Load flow in adhesively bonded joints

In addition, it is noticed that the adhesively bonded joints offer better ductility, higher peel and shear stresses resulting in higher static strength (Hart-Smith 1973). Subsequently, this results in better fatigue life of adhesively bonded joints (Kinloch and Osiyemi 1993). Further, from manufacturing perspective, the complexity in assembly process of these joints is relatively uncomplicated compared to fastener joints. These advantages of adhesively bonded joints offer immense potential in many applications of several engineering components, especially in aircraft structures where the weight is of prime concern.

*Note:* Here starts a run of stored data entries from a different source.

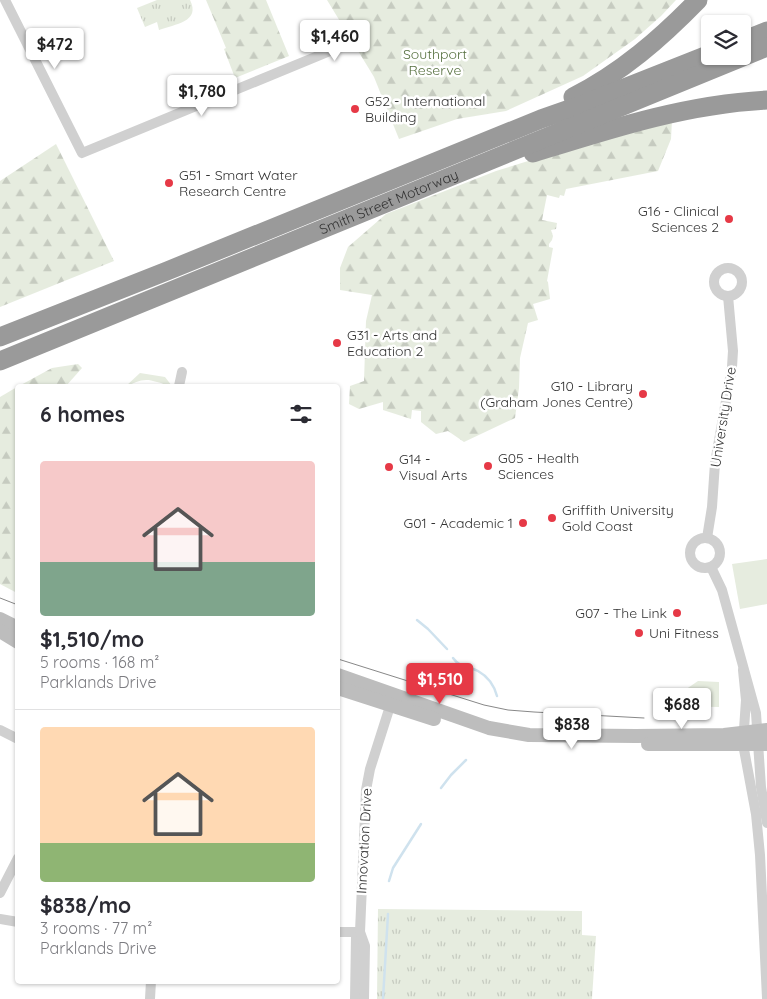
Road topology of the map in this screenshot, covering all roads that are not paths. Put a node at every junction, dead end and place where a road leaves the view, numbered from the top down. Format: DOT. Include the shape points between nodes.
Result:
graph roads {
  1 [pos="5,0"];
  2 [pos="698,0"];
  3 [pos="767,31"];
  4 [pos="751,37"];
  5 [pos="347,44"];
  6 [pos="767,47"];
  7 [pos="701,58"];
  8 [pos="767,100"];
  9 [pos="541,119"];
  10 [pos="474,167"];
  11 [pos="728,296"];
  12 [pos="0,337"];
  13 [pos="4,359"];
  14 [pos="182,372"];
  15 [pos="180,384"];
  16 [pos="706,538"];
  17 [pos="711,568"];
  18 [pos="0,619"];
  19 [pos="15,626"];
  20 [pos="0,631"];
  21 [pos="15,640"];
  22 [pos="340,676"];
  23 [pos="340,688"];
  24 [pos="392,700"];
  25 [pos="0,730"];
  26 [pos="15,738"];
  27 [pos="756,738"];
  28 [pos="767,823"];
  29 [pos="15,864"];
  30 [pos="0,893"];
  31 [pos="765,912"];
  32 [pos="0,918"];
  33 [pos="15,921"];
  34 [pos="765,923"];
  35 [pos="340,932"];
  36 [pos="360,932"];
  37 [pos="151,984"];
  38 [pos="767,998"];
  39 [pos="150,999"];
  40 [pos="355,999"];
  41 [pos="364,999"];
  1 -- 5 [label="street" via="82,153"];
  2 -- 9 [label="highway" via="643,52"];
  3 -- 4 [label="highway"];
  6 -- 10 [label="highway, Smith Street Motorway"];
  7 -- 9 [label="highway, Smith Street Motorway"];
  8 -- 10 [label="highway" via="709,105 672,113 516,159"];
  9 -- 12 [label="highway, Smith Street Motorway"];
  10 -- 13 [label="highway, Smith Street Motorway"];
  11 -- 16 [label="street, University Drive" via="732,367"];
  14 -- 15 [label="street"];
  16 -- 17 [label="street" via="716,542 720,551 718,561"];
  16 -- 17 [label="street" via="693,544 690,553 697,566"];
  17 -- 27 [label="street" via="722,590 737,644"];
  18 -- 19 [label="street"];
  20 -- 21 [label="street"];
  22 -- 24 [label="street"];
  23 -- 24 [label="street"];
  24 -- 27 [label="street" via="480,733 524,743"];
  24 -- 36 [label="street, Innovation Drive" via="366,790"];
  25 -- 26 [label="street"];
  27 -- 28 [label="street"];
  27 -- 31 [label="street" via="756,814"];
  29 -- 30 [label="street"];
  31 -- 34 [label="street"];
  32 -- 33 [label="street"];
  34 -- 38 [label="street"];
  35 -- 36 [label="street"];
  36 -- 40 [label="street, Innovation Drive" via="356,937"];
  36 -- 41 [label="street, Innovation Drive" via="365,946"];
  37 -- 39 [label="street"];
}
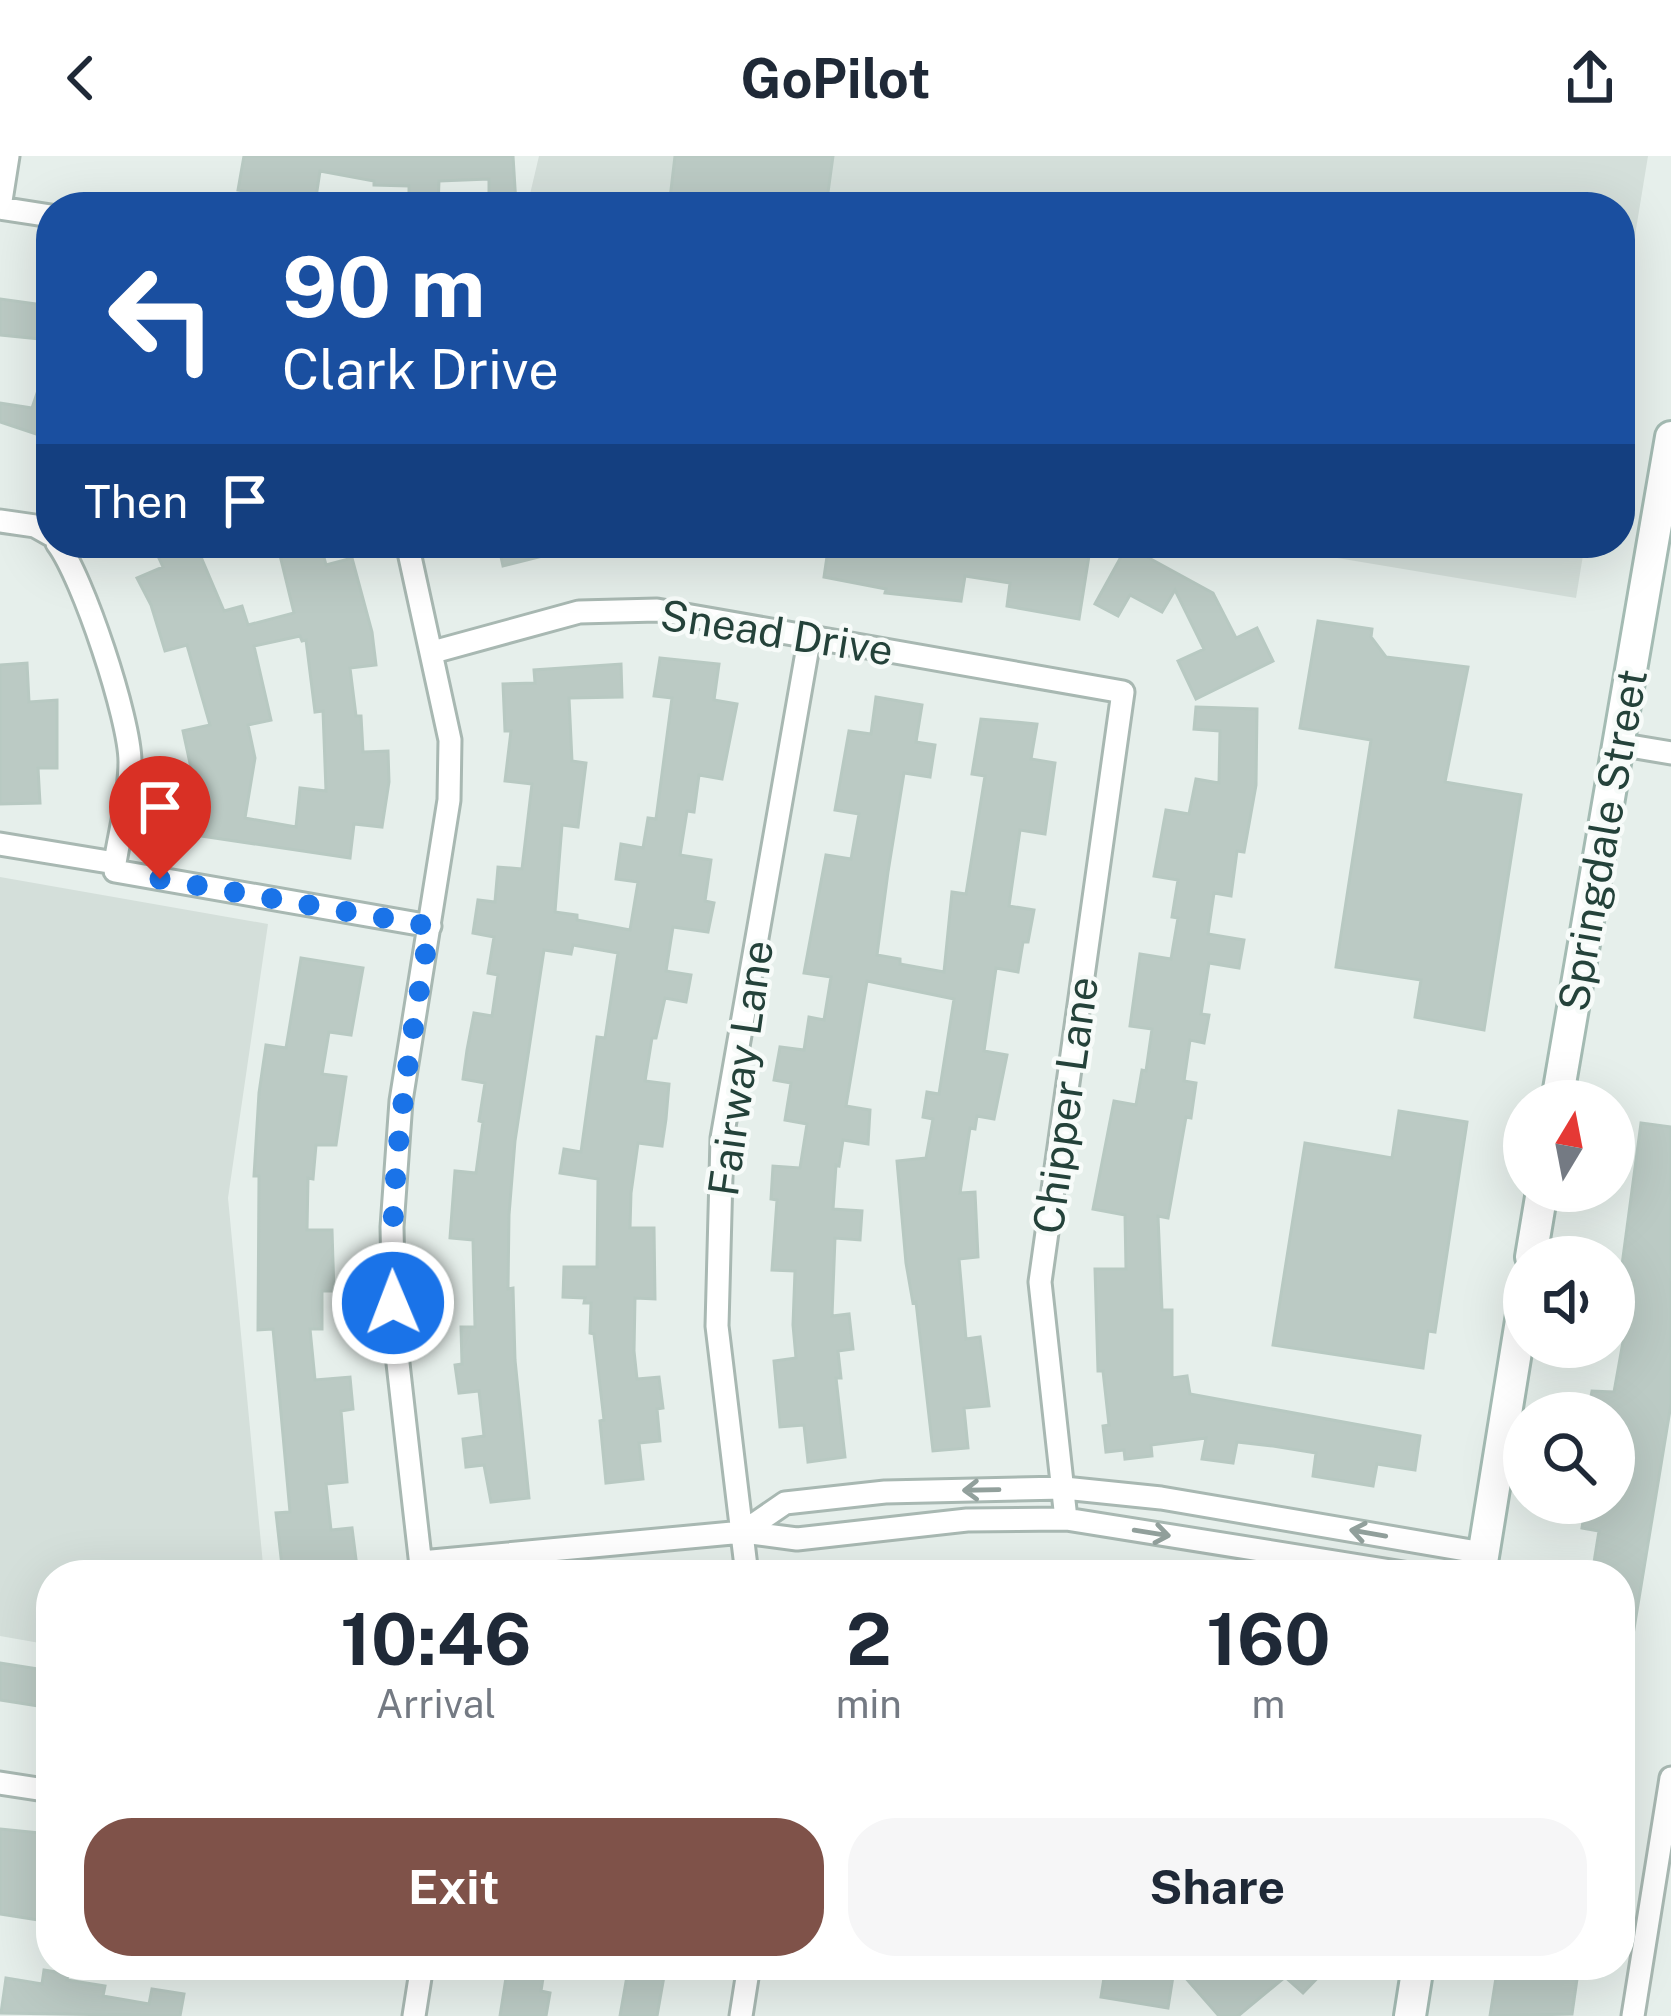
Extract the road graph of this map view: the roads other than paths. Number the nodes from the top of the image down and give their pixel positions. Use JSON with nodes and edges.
{"nodes":[{"id":1,"x":8,"y":156,"type":"edge"},
{"id":2,"x":0,"y":208,"type":"edge"},
{"id":3,"x":36,"y":214,"type":"edge"},
{"id":4,"x":1671,"y":437,"type":"edge"},
{"id":5,"x":0,"y":521,"type":"edge"},
{"id":6,"x":36,"y":527,"type":"edge"},
{"id":7,"x":68,"y":558,"type":"edge"},
{"id":8,"x":411,"y":558,"type":"edge"},
{"id":9,"x":810,"y":635,"type":"junction"},
{"id":10,"x":433,"y":652,"type":"junction"},
{"id":11,"x":1123,"y":692,"type":"joint"},
{"id":12,"x":1618,"y":744,"type":"junction"},
{"id":13,"x":1671,"y":753,"type":"edge"},
{"id":14,"x":0,"y":844,"type":"edge"},
{"id":15,"x":115,"y":863,"type":"junction"},
{"id":16,"x":430,"y":926,"type":"junction"},
{"id":17,"x":1561,"y":1080,"type":"edge"},
{"id":18,"x":1513,"y":1368,"type":"edge"},
{"id":19,"x":1064,"y":1488,"type":"junction"},
{"id":20,"x":1066,"y":1519,"type":"junction"},
{"id":21,"x":743,"y":1532,"type":"junction"},
{"id":22,"x":420,"y":1560,"type":"edge"},
{"id":23,"x":499,"y":1560,"type":"edge"},
{"id":24,"x":746,"y":1560,"type":"edge"},
{"id":25,"x":1322,"y":1560,"type":"edge"},
{"id":26,"x":1462,"y":1560,"type":"edge"},
{"id":27,"x":1482,"y":1560,"type":"edge"},
{"id":28,"x":1671,"y":1778,"type":"edge"},
{"id":29,"x":0,"y":1783,"type":"edge"},
{"id":30,"x":36,"y":1789,"type":"edge"},
{"id":31,"x":420,"y":1980,"type":"edge"},
{"id":32,"x":747,"y":1980,"type":"edge"},
{"id":33,"x":1416,"y":1980,"type":"edge"},
{"id":34,"x":414,"y":2016,"type":"edge"},
{"id":35,"x":741,"y":2016,"type":"edge"},
{"id":36,"x":1410,"y":2016,"type":"edge"},
{"id":37,"x":1633,"y":2016,"type":"edge"}],
"edges":[{"from":1,"to":2,"type":"street"},
{"from":2,"to":3,"type":"street"},
{"from":4,"to":12,"type":"main road","name":"Springdale Street"},
{"from":5,"to":6,"type":"street"},
{"from":7,"to":15,"type":"street"},
{"from":8,"to":10,"type":"street"},
{"from":9,"to":10,"type":"street","name":"Snead Drive"},
{"from":9,"to":11,"type":"street","name":"Snead Drive"},
{"from":9,"to":21,"type":"street","name":"Fairway Lane"},
{"from":10,"to":16,"type":"street"},
{"from":11,"to":19,"type":"street","name":"Chipper Lane"},
{"from":12,"to":13,"type":"street"},
{"from":12,"to":17,"type":"main road","name":"Springdale Street"},
{"from":14,"to":15,"type":"street"},
{"from":15,"to":16,"type":"street"},
{"from":16,"to":22,"type":"street"},
{"from":18,"to":27,"type":"main road"},
{"from":19,"to":20,"type":"street","name":"Chipper Lane"},
{"from":19,"to":21,"type":"street","one_way":true},
{"from":26,"to":19,"type":"street","one_way":true},
{"from":20,"to":21,"type":"street"},
{"from":20,"to":25,"type":"street","one_way":true},
{"from":21,"to":23,"type":"street"},
{"from":21,"to":24,"type":"street","name":"Fairway Lane"},
{"from":28,"to":37,"type":"street"},
{"from":29,"to":30,"type":"street"},
{"from":31,"to":34,"type":"street"},
{"from":32,"to":35,"type":"street"},
{"from":33,"to":36,"type":"main road"}]}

One of the issues limiting the wide-scale application of adhesively bonded joints is the lack of understanding of their durability or long-term behaviour (Sargent 2005). Several studies have been carried out in the past decades on the strength of these joints based on de-bond and de-bond growth and correlated with fracture parameters in the mid-bond line of the adhesives (Adams and Peppiatt 1974; Philip et al. 2006; Sahoo et al. 2012). However, the failure studies of these joints in the presence of crack-like damages in adherent plates are sporadic. Hitherto, few researchers have studied the behaviour of adhesively bonded joints with defects like cutout section in the adherents and by introducing artificial damages (Karachalios et al. 2013; Jamal-Omidi and Mohammadi 2018). Besides, the literature covering various aspects of cracks and their position in the adherent plates which would affect the strength of these joints is scanty. The aforementioned issues are addressed in this paper wherein the remaining life of these joints is estimated in the presence of the cracks in adherent plates at various locations by utilizing well-established models/techniques by prognostic approach. The approach adopted and the data generated through the study would enable better damage-tolerant design of these joints and would assist in better assessment of their health (Bharath and Chikmath 2017).

Problem definition

The geometry and configuration of the adhesively bonded single lap joint analysed in this paper are shown in Fig. 1 of Sect. 1 which is taken from the literature (Pandey and Narasimhan 2001). Here, ‘L’ is the length of the adherent plates till the bond region, ‘B’ is the width of the adherent plates, ‘2β’ is the length of the adhesive on which the adherent plates are bonded together (overlap region), ‘H’ and ‘h’ are the thicknesses of adherent plates and adhesive, respectively. One end of the lap joint is supported on the rollers, and the other is subjected to in-plane loading (P). FM 73 is taken as the adhesive to bond the two 4340 alloy steel adherents. In later stages, the adherent material is changed from 4340 alloy steel to aluminium alloy (Al2024-T3) for parametric study. The material properties considered in the analysis are listed in Table 1.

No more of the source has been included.